E3 ubiquitin ligases are a family of proteins that facilitate the covalent attachment of ubiquitin onto target proteins. Protein activity, function, and stability are influenced by ubiquitination and consequently ubiquitination has a major impact on cellular functions and organism physiology. In plant biology, E3 ligases mediate normal growth and development but also facilitate adaptive responses to environmental stress through hormone dependent and independent pathways. Under specific environmental and developmental conditions, E3 ligases mediate the degradation of signalling proteins, transcription factors, biosynthetic enzymes and effector proteins. By using the model plant Arabidopsis thaliana to investigate E3 ligases and their targets, we can better understand how plants control their cellular milieu under normal growth conditions and during stress. Precisely controlled production of the hormone ethylene impacts the growth and development of plants. Knockout lines of the Arabidopsis RING-type E3 ligase, XBAT32, overproduce ethylene which alters lateral root production. In this thesis I present a model whereby XBAT32 regulates ethylene biosynthesis through the ubiquitin-mediated degradation of ethylene biosynthesis proteins.

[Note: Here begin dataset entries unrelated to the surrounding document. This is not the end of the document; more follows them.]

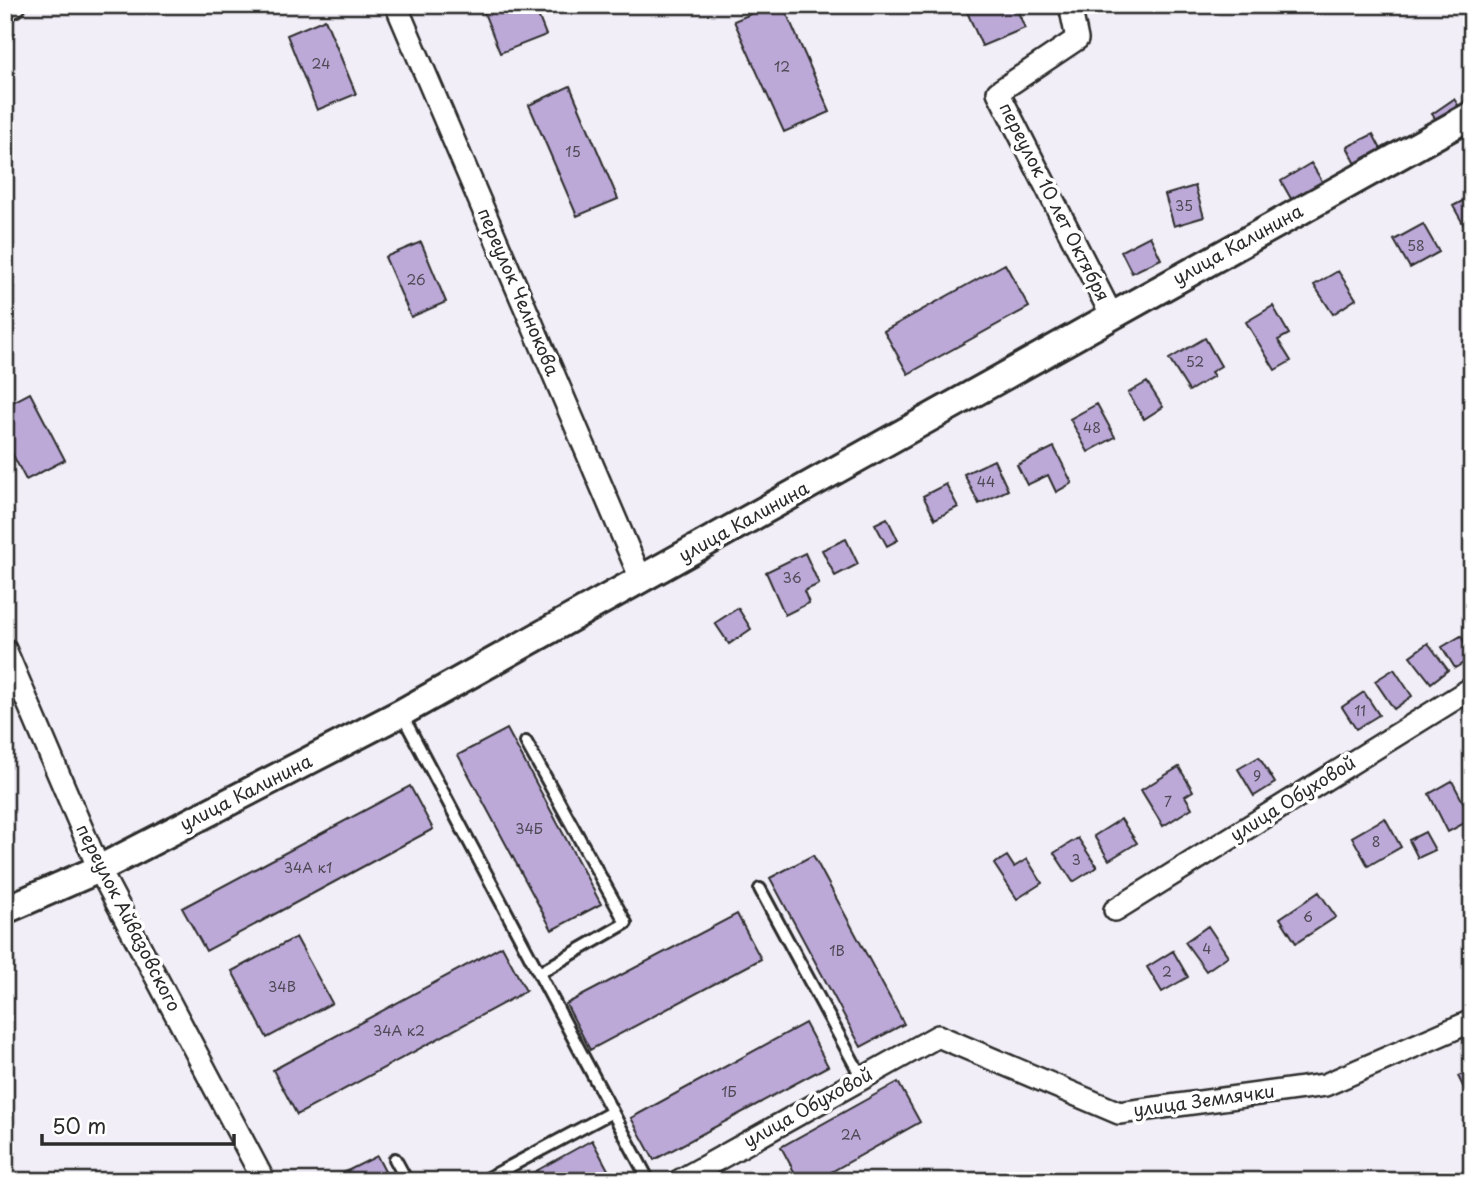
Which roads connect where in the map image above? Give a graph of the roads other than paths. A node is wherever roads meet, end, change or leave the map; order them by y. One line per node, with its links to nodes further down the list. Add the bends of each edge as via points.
1 (15, 5): 4 (street)
2 (396, 5): 7 (street, переулок Челнокова)
3 (1070, 5): 6 (street, переулок 10 лет Октября, via 1077,40 998,92)
4 (5, 10)
5 (1472, 115): 6 (street, улица Калинина)
6 (1112, 316): 7 (street, улица Калинина)
7 (641, 579): 10 (street, улица Калинина)
8 (5, 649): 12 (street, переулок Айвазовского)
9 (1472, 688): 15 (street, улица Обуховой)
10 (401, 713): 12 (street, улица Калинина); 16 (lane)
11 (526, 742): 16 (lane, via 626,923)
12 (99, 869): 14 (street, улица Калинина); 22 (street, переулок Айвазовского)
13 (760, 889): 19 (lane)
14 (5, 909)
15 (1115, 910)
16 (539, 973): 20 (lane)
17 (1472, 1021): 18 (street, улица Землячки, via 1325,1085 1119,1113)
18 (938, 1036): 19 (street, улица Обуховой)
19 (862, 1078): 26 (street, улица Обуховой)
20 (612, 1112): 24 (lane); 25 (lane)
21 (395, 1159): 23 (lane)
22 (264, 1181)
23 (407, 1181)
24 (483, 1181)
25 (649, 1181)
26 (679, 1181)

In this work, I show that the stability of ethylene biosynthesis proteins, 1-aminocyclopropane-1-carboxylate synthase (ACS)4 and ACS7, are influenced by XBAT32. I discuss a model wherein XBAT32 ubiquitinates ACS4 and ACS7 to regulate the production of ethylene. Keep on Going (KEG) is a large multidomain E3 ligase that is essential for growth of Arabidopsis seedlings as KEG knockout lines arrest growth after germination. KEG is a regulator of abscisic acid (ABA) signalling and acts by targeting an ABA-responsive transcription factor, ABSCISIC ACID INSENSITIVE 5 (ABI5), for degradation. However, genetic studies suggest that KEG has other ubiquitination targets. In this work, I identified Calcineurin B-like Interacting Protein Kinase (CIPK) 26 as a KEG-interacting protein. Here I provide evidence that CIPK26 is a target of KEG's E3 ligase activity and that CIPK26 acts as part of an ABA signalling cascade. I also provide evidence that the kinase activity of CIPK26 influences its own stability and the stability of KEG. In this thesis, I provide a model wherein KEG and CIPK26 share reciprocal regulation to mediate ABA signalling.